*Task*. For every line of the records below that holds "leaves", add one. Give only the final total.

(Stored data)
• • • •

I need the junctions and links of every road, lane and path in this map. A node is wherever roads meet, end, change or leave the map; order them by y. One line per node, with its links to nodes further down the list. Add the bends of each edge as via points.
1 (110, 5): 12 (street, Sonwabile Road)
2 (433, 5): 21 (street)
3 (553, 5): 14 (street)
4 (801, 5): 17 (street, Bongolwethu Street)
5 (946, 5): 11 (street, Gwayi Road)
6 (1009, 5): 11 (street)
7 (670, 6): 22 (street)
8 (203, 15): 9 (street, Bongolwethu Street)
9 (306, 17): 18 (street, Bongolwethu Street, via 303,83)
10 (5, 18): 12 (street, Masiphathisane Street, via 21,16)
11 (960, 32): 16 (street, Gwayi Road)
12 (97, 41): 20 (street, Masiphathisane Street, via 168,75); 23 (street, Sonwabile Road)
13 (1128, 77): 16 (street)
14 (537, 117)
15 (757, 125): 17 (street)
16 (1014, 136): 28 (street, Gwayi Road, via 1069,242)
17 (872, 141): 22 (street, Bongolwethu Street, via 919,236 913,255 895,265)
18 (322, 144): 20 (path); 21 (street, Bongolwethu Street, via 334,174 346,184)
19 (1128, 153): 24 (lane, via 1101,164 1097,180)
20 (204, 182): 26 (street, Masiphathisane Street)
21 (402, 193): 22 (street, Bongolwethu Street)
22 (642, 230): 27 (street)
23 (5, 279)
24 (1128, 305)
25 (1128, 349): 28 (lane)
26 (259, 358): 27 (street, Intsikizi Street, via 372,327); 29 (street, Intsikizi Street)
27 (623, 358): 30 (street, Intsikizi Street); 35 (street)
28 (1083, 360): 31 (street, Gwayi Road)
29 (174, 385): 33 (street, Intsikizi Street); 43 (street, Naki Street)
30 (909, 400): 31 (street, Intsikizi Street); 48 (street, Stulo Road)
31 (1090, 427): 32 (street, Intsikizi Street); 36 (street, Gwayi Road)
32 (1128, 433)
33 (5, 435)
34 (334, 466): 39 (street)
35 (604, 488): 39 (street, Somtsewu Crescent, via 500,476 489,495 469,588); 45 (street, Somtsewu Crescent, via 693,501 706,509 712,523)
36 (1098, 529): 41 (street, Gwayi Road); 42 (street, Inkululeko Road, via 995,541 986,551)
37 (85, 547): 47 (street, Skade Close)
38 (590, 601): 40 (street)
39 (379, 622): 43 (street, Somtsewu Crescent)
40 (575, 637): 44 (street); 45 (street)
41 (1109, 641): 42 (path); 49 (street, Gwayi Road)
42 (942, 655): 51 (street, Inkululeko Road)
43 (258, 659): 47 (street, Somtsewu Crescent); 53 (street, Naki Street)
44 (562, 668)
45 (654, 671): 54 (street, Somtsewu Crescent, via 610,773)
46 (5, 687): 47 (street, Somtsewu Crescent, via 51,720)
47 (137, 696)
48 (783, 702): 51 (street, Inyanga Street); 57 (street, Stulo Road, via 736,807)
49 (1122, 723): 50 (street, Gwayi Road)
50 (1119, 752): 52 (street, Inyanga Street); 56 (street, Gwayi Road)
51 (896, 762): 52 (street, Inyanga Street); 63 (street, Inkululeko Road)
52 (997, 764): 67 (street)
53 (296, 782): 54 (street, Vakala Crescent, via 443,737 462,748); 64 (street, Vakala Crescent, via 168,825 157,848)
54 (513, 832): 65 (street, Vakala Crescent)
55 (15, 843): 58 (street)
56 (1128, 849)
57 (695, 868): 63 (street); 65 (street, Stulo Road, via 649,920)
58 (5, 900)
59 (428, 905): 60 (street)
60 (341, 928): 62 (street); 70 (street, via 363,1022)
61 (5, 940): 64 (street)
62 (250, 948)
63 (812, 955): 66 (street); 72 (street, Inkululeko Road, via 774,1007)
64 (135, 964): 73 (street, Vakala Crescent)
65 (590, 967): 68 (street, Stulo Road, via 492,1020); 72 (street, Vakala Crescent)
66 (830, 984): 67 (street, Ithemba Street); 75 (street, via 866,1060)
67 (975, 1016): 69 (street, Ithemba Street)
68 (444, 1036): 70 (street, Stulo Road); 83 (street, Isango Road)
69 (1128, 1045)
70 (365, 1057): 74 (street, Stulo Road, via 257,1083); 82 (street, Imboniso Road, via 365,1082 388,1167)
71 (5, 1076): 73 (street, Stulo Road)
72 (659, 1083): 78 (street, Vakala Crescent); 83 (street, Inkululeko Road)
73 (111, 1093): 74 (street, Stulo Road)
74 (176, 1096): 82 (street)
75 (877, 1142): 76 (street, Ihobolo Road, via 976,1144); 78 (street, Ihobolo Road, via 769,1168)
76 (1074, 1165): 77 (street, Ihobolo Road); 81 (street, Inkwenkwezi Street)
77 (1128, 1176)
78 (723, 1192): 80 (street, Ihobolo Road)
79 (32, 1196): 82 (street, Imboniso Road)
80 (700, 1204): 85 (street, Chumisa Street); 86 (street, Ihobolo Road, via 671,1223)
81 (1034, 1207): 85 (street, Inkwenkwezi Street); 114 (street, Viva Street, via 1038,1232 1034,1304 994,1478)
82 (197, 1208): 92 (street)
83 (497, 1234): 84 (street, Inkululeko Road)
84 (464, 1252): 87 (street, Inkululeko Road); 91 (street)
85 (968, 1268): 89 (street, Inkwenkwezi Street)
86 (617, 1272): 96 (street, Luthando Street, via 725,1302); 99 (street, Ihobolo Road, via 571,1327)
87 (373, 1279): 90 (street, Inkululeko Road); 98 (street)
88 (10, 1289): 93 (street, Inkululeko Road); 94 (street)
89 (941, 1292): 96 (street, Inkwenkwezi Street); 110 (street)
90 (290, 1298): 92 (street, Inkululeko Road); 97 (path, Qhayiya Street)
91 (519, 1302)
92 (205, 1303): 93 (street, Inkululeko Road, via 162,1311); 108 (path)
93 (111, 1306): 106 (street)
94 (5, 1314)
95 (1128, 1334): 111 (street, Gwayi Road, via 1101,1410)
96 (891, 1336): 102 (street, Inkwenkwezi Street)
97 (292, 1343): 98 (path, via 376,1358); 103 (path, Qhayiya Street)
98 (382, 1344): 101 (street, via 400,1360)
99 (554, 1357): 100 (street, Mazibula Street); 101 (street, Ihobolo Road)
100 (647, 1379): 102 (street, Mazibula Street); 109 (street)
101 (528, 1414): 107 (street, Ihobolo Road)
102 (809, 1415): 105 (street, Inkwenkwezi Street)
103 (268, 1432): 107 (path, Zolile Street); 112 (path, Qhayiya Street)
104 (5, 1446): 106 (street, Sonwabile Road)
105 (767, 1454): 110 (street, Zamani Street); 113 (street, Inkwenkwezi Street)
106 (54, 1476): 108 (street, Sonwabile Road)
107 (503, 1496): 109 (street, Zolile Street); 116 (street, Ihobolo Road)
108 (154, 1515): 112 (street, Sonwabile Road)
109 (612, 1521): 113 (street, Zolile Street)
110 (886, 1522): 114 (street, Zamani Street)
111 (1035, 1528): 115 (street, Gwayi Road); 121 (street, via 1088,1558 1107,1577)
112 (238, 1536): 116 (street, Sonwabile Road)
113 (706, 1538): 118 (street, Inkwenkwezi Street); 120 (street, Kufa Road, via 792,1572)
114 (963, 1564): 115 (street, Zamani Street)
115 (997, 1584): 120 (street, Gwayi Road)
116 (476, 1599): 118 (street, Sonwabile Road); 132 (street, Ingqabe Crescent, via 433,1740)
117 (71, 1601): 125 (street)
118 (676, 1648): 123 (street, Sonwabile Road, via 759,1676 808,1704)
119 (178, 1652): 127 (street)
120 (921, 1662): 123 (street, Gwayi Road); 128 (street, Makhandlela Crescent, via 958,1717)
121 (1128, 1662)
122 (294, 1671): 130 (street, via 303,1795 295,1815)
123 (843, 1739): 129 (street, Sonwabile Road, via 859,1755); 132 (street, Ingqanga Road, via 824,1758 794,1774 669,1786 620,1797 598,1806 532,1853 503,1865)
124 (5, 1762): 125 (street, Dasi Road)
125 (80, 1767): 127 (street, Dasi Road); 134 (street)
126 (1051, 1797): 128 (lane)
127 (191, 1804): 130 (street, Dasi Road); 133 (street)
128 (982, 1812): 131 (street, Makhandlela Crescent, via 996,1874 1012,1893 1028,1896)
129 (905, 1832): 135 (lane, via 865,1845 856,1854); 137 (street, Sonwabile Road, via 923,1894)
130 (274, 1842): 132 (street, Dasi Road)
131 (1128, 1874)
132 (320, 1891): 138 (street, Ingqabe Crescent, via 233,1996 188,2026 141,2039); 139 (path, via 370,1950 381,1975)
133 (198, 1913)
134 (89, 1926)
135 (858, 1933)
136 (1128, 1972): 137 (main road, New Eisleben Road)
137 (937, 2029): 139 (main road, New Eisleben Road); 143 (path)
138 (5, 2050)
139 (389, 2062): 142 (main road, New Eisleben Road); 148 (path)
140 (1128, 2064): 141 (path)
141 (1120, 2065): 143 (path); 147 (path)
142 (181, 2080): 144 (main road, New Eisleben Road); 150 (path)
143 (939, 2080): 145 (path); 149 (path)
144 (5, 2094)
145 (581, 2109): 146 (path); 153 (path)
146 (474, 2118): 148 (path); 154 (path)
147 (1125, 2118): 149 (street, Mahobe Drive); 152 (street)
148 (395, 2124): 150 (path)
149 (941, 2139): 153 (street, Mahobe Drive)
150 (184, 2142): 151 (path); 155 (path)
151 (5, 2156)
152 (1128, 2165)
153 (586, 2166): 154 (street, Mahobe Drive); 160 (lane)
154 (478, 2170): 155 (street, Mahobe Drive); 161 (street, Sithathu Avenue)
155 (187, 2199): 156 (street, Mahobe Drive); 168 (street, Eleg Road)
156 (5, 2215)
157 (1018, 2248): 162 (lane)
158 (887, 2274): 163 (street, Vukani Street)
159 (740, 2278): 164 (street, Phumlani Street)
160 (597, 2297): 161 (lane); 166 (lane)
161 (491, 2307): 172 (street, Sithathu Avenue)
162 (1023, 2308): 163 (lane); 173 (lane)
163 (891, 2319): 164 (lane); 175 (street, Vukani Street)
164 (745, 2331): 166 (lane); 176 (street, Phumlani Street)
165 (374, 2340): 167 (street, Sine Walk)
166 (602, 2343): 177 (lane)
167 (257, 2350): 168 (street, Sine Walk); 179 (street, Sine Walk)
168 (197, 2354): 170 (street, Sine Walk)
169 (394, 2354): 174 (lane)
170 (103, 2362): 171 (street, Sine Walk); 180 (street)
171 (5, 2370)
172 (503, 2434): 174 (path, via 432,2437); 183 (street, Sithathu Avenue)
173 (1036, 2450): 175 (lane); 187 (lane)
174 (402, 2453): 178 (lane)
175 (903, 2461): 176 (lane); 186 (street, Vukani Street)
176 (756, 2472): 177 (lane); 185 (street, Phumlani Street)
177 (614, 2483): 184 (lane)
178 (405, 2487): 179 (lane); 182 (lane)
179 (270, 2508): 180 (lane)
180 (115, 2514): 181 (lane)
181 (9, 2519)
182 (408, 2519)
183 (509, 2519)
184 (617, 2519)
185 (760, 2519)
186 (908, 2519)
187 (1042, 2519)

• • • •

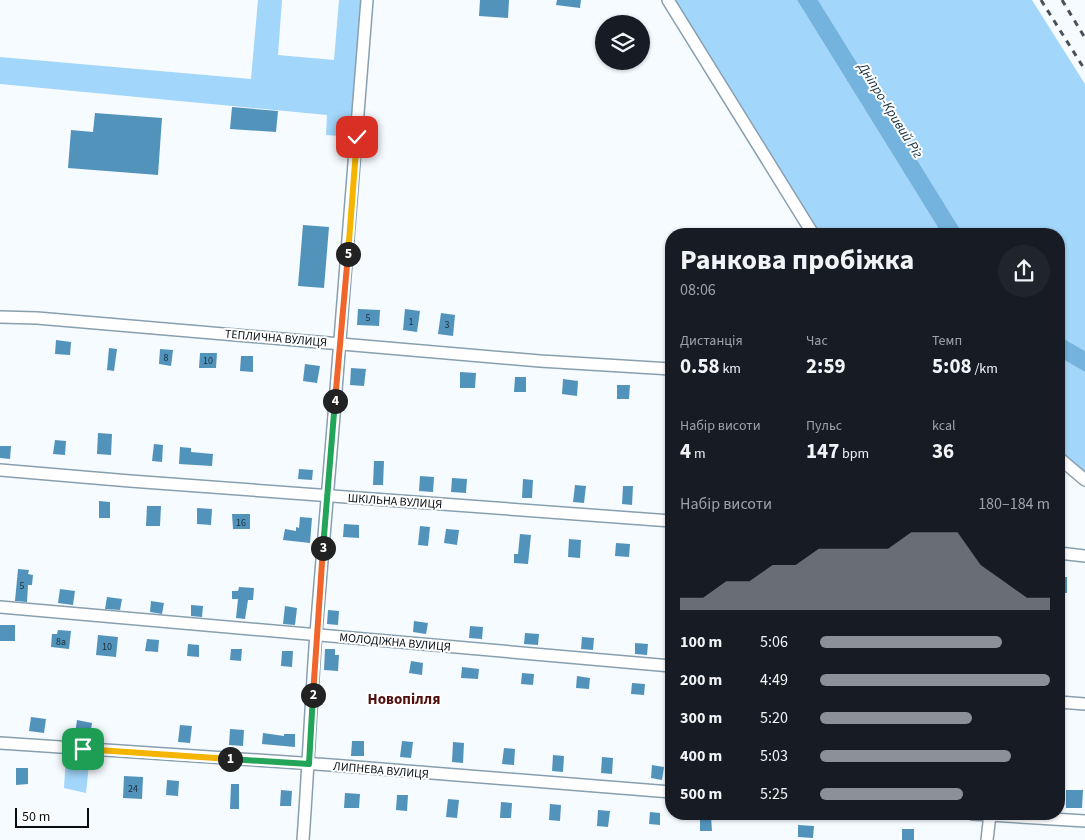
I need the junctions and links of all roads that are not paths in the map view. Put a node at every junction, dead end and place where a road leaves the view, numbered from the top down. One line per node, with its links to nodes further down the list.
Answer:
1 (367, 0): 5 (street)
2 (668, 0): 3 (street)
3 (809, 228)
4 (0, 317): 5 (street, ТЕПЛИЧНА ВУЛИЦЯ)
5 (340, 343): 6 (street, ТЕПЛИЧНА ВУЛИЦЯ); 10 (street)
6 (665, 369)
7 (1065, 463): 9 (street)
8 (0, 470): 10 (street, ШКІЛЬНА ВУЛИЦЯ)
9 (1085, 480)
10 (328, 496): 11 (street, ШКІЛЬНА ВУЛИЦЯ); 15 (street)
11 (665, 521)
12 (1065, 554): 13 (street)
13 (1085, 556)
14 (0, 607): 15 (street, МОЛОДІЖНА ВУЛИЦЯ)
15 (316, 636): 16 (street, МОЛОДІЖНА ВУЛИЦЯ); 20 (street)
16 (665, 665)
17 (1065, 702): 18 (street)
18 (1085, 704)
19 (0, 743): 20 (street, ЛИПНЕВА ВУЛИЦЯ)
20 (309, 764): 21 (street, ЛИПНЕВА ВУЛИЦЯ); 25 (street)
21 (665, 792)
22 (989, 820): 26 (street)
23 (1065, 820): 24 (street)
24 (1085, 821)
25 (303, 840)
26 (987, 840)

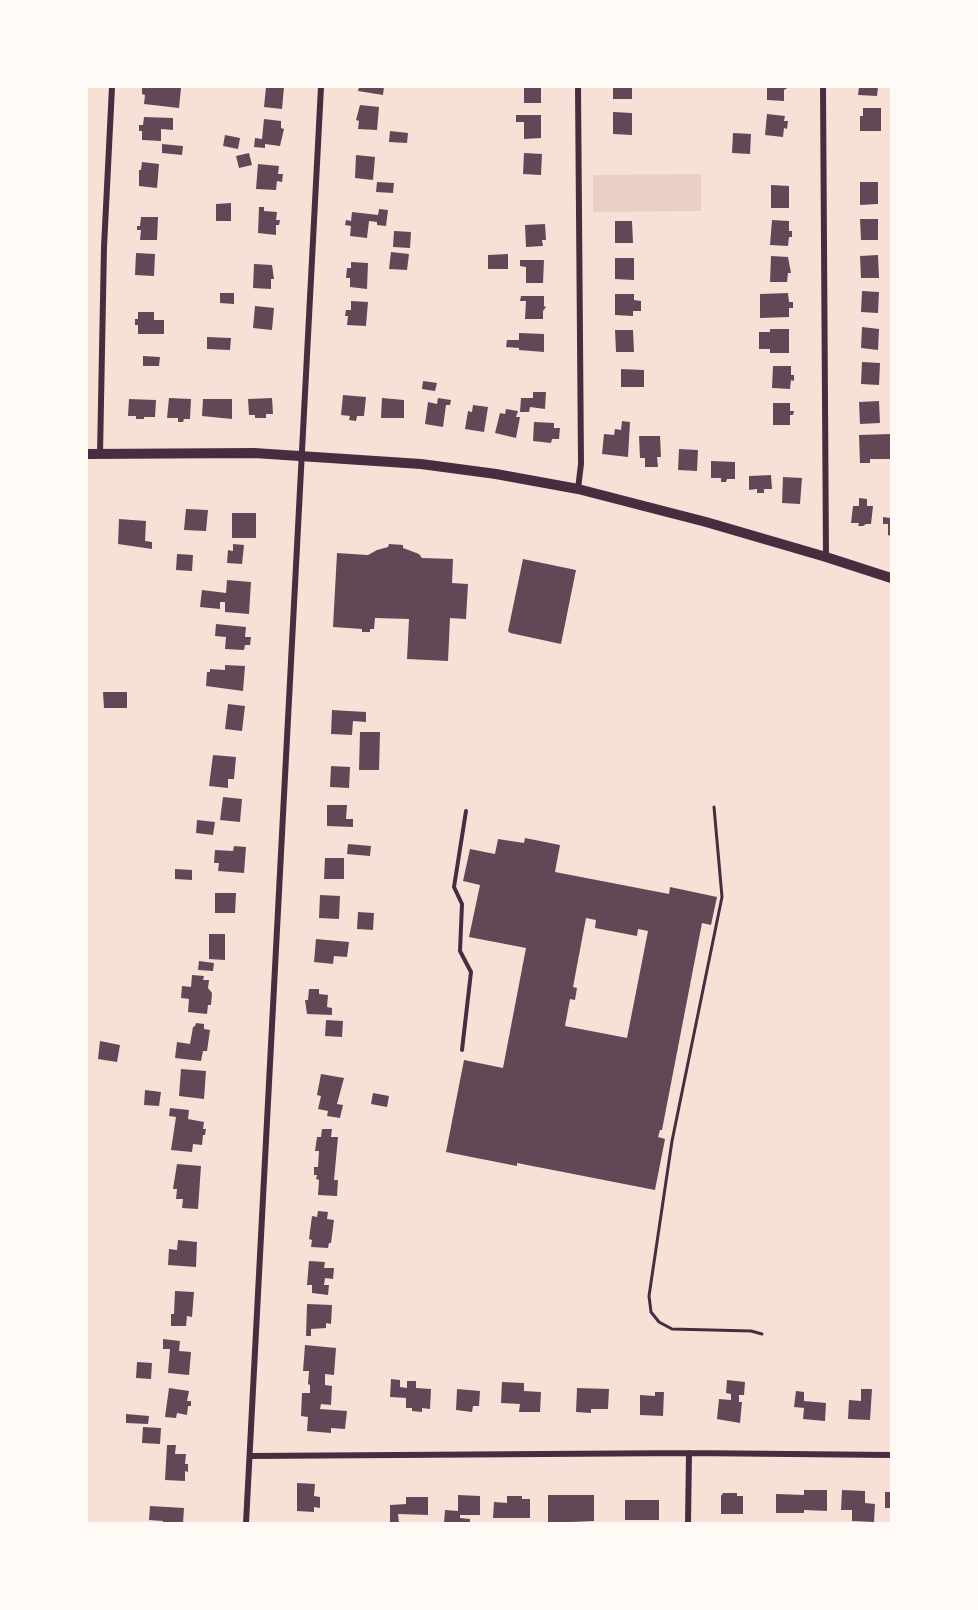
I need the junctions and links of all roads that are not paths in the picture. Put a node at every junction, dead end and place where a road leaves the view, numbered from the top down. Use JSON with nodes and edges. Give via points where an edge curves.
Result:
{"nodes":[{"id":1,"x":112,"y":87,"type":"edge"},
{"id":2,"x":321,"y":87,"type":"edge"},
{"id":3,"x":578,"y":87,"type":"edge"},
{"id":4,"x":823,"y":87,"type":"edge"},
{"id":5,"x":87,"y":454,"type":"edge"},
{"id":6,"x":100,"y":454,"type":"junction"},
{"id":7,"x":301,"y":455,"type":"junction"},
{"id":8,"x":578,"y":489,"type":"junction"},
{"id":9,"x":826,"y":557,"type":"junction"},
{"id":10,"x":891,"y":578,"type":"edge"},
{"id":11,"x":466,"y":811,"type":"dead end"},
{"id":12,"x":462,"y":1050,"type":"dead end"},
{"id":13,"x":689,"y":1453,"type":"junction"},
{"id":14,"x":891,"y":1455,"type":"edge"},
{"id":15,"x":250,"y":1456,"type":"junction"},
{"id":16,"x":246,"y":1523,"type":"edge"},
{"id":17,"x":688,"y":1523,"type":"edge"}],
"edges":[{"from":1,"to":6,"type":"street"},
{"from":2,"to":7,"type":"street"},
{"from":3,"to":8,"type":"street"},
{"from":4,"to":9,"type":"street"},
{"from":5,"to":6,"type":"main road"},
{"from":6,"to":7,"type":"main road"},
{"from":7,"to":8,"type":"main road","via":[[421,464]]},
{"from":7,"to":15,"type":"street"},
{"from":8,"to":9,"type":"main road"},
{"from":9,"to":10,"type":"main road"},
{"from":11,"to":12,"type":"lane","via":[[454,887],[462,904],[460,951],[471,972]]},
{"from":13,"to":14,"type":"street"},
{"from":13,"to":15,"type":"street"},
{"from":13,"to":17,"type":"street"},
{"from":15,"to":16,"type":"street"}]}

• • • •

*Solution to this exercise*. 2